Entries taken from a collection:
((

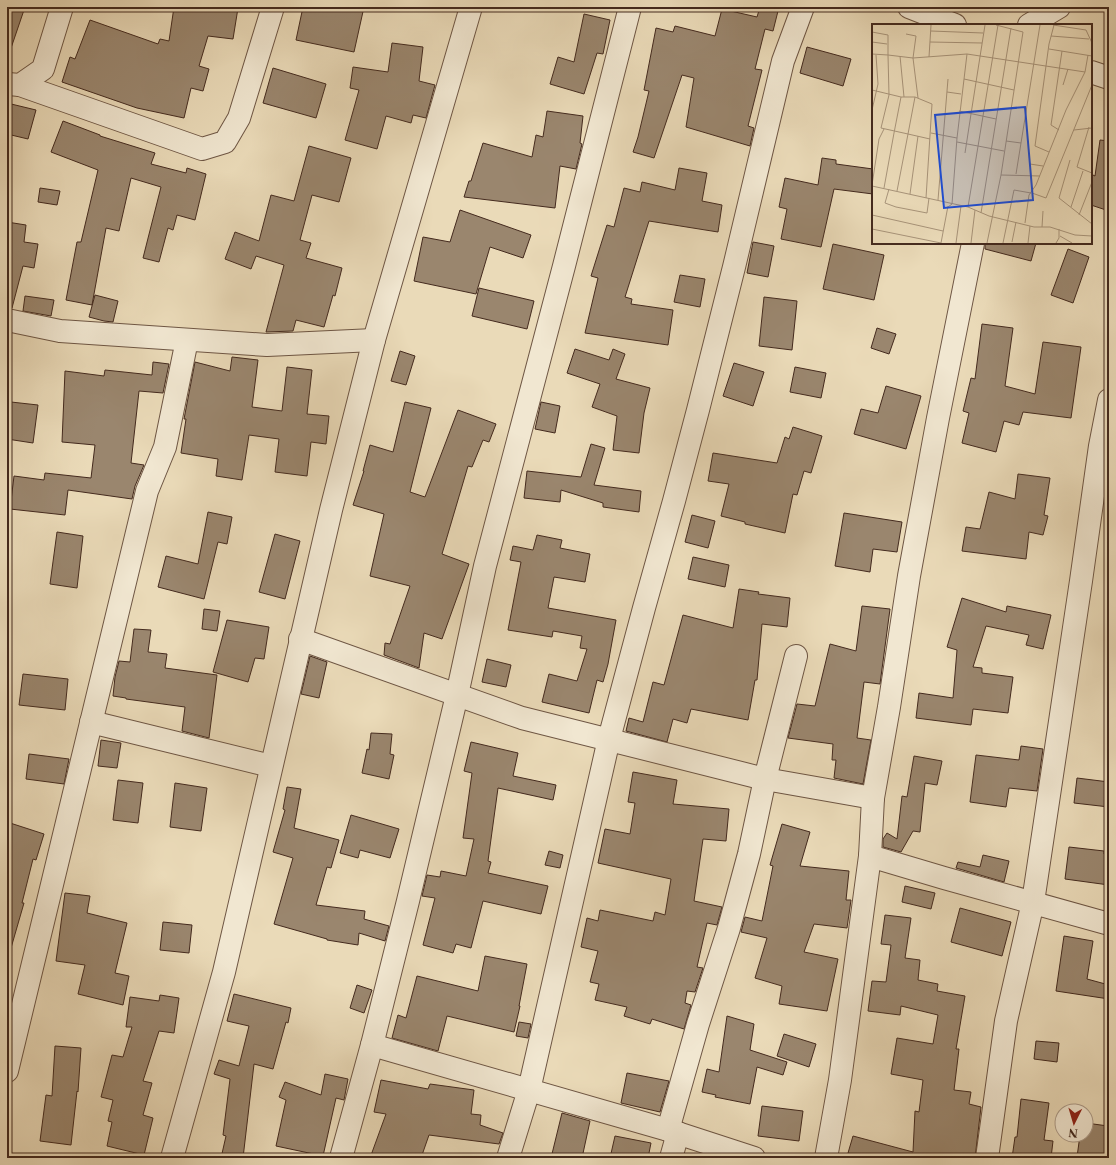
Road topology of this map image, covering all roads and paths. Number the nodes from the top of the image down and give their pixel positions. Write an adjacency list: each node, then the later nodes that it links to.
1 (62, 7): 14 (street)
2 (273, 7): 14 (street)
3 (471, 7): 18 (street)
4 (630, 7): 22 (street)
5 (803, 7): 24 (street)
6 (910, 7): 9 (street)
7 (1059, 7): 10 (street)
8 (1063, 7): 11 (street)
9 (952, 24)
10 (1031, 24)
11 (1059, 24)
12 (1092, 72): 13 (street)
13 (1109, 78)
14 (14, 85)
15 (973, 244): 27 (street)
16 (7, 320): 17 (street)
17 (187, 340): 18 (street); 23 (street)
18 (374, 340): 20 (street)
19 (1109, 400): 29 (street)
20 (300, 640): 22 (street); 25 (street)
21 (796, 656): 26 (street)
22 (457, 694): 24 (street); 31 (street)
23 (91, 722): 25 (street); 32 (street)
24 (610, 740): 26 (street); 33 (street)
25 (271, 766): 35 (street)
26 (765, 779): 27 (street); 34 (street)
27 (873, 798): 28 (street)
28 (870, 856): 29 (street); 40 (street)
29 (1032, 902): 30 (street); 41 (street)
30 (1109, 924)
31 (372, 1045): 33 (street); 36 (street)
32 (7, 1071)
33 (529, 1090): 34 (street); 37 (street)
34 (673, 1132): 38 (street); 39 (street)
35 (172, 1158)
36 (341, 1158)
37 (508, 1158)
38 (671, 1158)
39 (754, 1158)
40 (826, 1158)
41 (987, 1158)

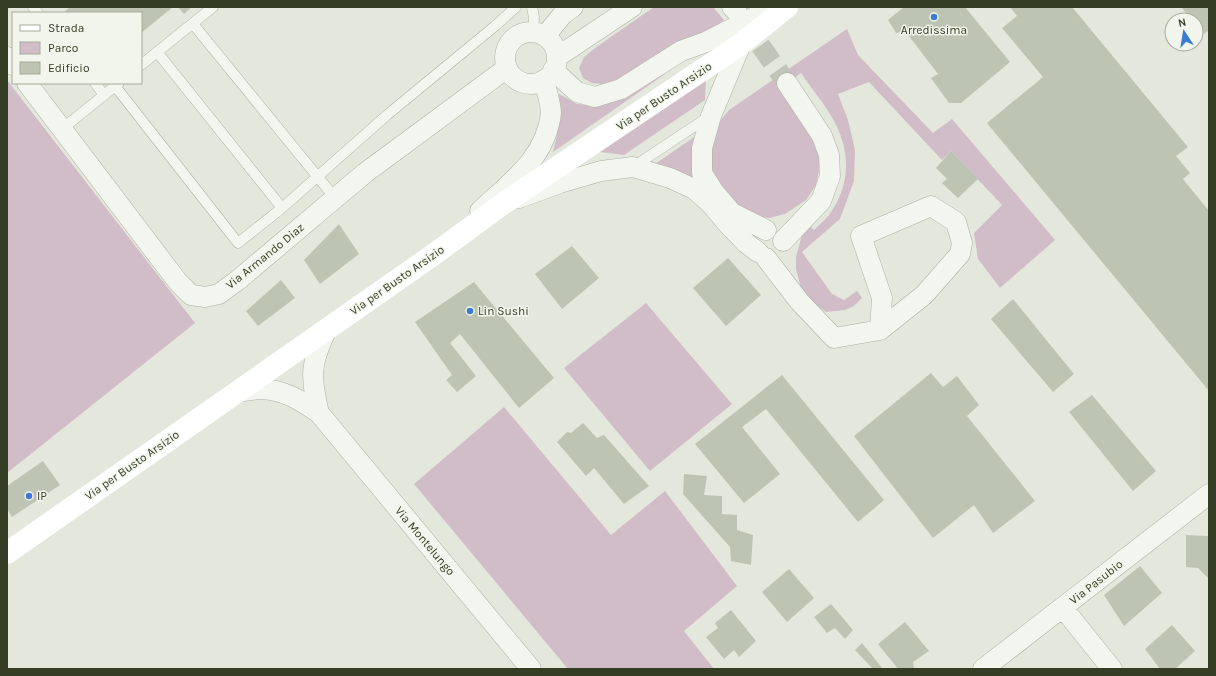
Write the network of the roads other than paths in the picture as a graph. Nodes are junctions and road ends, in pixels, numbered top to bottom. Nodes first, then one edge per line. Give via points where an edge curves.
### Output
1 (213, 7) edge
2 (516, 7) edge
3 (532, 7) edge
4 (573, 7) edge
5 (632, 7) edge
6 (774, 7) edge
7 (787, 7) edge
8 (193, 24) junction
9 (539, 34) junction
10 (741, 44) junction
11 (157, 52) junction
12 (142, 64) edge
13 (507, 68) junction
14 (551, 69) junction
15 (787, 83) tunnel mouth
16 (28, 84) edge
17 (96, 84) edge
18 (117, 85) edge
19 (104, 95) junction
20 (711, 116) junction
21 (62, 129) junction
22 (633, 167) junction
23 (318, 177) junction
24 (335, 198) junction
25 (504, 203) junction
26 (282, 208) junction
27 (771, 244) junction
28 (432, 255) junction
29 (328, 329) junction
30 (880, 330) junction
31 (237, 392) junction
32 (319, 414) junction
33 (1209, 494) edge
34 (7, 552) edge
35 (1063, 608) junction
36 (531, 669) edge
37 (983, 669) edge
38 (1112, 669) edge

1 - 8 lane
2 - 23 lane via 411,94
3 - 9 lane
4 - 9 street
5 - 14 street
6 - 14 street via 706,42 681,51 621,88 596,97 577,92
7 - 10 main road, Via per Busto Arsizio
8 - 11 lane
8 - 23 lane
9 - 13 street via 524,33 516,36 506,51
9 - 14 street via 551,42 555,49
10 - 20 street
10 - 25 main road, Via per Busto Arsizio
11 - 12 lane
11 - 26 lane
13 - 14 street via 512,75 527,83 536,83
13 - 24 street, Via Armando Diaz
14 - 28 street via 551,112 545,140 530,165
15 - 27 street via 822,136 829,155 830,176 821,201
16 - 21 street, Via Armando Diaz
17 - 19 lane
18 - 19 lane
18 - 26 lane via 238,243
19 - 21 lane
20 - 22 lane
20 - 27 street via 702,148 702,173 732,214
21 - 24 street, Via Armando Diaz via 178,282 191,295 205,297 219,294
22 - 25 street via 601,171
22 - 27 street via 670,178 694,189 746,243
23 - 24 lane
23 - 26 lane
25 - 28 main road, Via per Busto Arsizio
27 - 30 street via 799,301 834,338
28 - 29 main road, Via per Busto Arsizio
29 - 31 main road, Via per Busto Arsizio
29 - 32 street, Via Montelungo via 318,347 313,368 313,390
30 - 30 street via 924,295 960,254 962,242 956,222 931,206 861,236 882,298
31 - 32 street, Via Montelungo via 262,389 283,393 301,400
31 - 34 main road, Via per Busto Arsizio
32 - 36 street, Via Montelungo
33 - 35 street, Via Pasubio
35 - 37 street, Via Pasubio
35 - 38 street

))

WHAT THIS TASK INVOLVES:
Copy the data above word for word. Pictures stay out.

WORKED SOLUTION:
Road topology of this map image, covering all roads and paths. Number the nodes from the top of the image down and give their pixel positions. Write an adjacency list: each node, then the later nodes that it links to.
1 (62, 7): 14 (street)
2 (273, 7): 14 (street)
3 (471, 7): 18 (street)
4 (630, 7): 22 (street)
5 (803, 7): 24 (street)
6 (910, 7): 9 (street)
7 (1059, 7): 10 (street)
8 (1063, 7): 11 (street)
9 (952, 24)
10 (1031, 24)
11 (1059, 24)
12 (1092, 72): 13 (street)
13 (1109, 78)
14 (14, 85)
15 (973, 244): 27 (street)
16 (7, 320): 17 (street)
17 (187, 340): 18 (street); 23 (street)
18 (374, 340): 20 (street)
19 (1109, 400): 29 (street)
20 (300, 640): 22 (street); 25 (street)
21 (796, 656): 26 (street)
22 (457, 694): 24 (street); 31 (street)
23 (91, 722): 25 (street); 32 (street)
24 (610, 740): 26 (street); 33 (street)
25 (271, 766): 35 (street)
26 (765, 779): 27 (street); 34 (street)
27 (873, 798): 28 (street)
28 (870, 856): 29 (street); 40 (street)
29 (1032, 902): 30 (street); 41 (street)
30 (1109, 924)
31 (372, 1045): 33 (street); 36 (street)
32 (7, 1071)
33 (529, 1090): 34 (street); 37 (street)
34 (673, 1132): 38 (street); 39 (street)
35 (172, 1158)
36 (341, 1158)
37 (508, 1158)
38 (671, 1158)
39 (754, 1158)
40 (826, 1158)
41 (987, 1158)

Write the network of the roads other than paths in the picture as a graph. Nodes are junctions and road ends, in pixels, numbered top to bottom. Nodes first, then one edge per line. Give via points where an edge curves.
### Output
1 (213, 7) edge
2 (516, 7) edge
3 (532, 7) edge
4 (573, 7) edge
5 (632, 7) edge
6 (774, 7) edge
7 (787, 7) edge
8 (193, 24) junction
9 (539, 34) junction
10 (741, 44) junction
11 (157, 52) junction
12 (142, 64) edge
13 (507, 68) junction
14 (551, 69) junction
15 (787, 83) tunnel mouth
16 (28, 84) edge
17 (96, 84) edge
18 (117, 85) edge
19 (104, 95) junction
20 (711, 116) junction
21 (62, 129) junction
22 (633, 167) junction
23 (318, 177) junction
24 (335, 198) junction
25 (504, 203) junction
26 (282, 208) junction
27 (771, 244) junction
28 (432, 255) junction
29 (328, 329) junction
30 (880, 330) junction
31 (237, 392) junction
32 (319, 414) junction
33 (1209, 494) edge
34 (7, 552) edge
35 (1063, 608) junction
36 (531, 669) edge
37 (983, 669) edge
38 (1112, 669) edge

1 - 8 lane
2 - 23 lane via 411,94
3 - 9 lane
4 - 9 street
5 - 14 street
6 - 14 street via 706,42 681,51 621,88 596,97 577,92
7 - 10 main road, Via per Busto Arsizio
8 - 11 lane
8 - 23 lane
9 - 13 street via 524,33 516,36 506,51
9 - 14 street via 551,42 555,49
10 - 20 street
10 - 25 main road, Via per Busto Arsizio
11 - 12 lane
11 - 26 lane
13 - 14 street via 512,75 527,83 536,83
13 - 24 street, Via Armando Diaz
14 - 28 street via 551,112 545,140 530,165
15 - 27 street via 822,136 829,155 830,176 821,201
16 - 21 street, Via Armando Diaz
17 - 19 lane
18 - 19 lane
18 - 26 lane via 238,243
19 - 21 lane
20 - 22 lane
20 - 27 street via 702,148 702,173 732,214
21 - 24 street, Via Armando Diaz via 178,282 191,295 205,297 219,294
22 - 25 street via 601,171
22 - 27 street via 670,178 694,189 746,243
23 - 24 lane
23 - 26 lane
25 - 28 main road, Via per Busto Arsizio
27 - 30 street via 799,301 834,338
28 - 29 main road, Via per Busto Arsizio
29 - 31 main road, Via per Busto Arsizio
29 - 32 street, Via Montelungo via 318,347 313,368 313,390
30 - 30 street via 924,295 960,254 962,242 956,222 931,206 861,236 882,298
31 - 32 street, Via Montelungo via 262,389 283,393 301,400
31 - 34 main road, Via per Busto Arsizio
32 - 36 street, Via Montelungo
33 - 35 street, Via Pasubio
35 - 37 street, Via Pasubio
35 - 38 street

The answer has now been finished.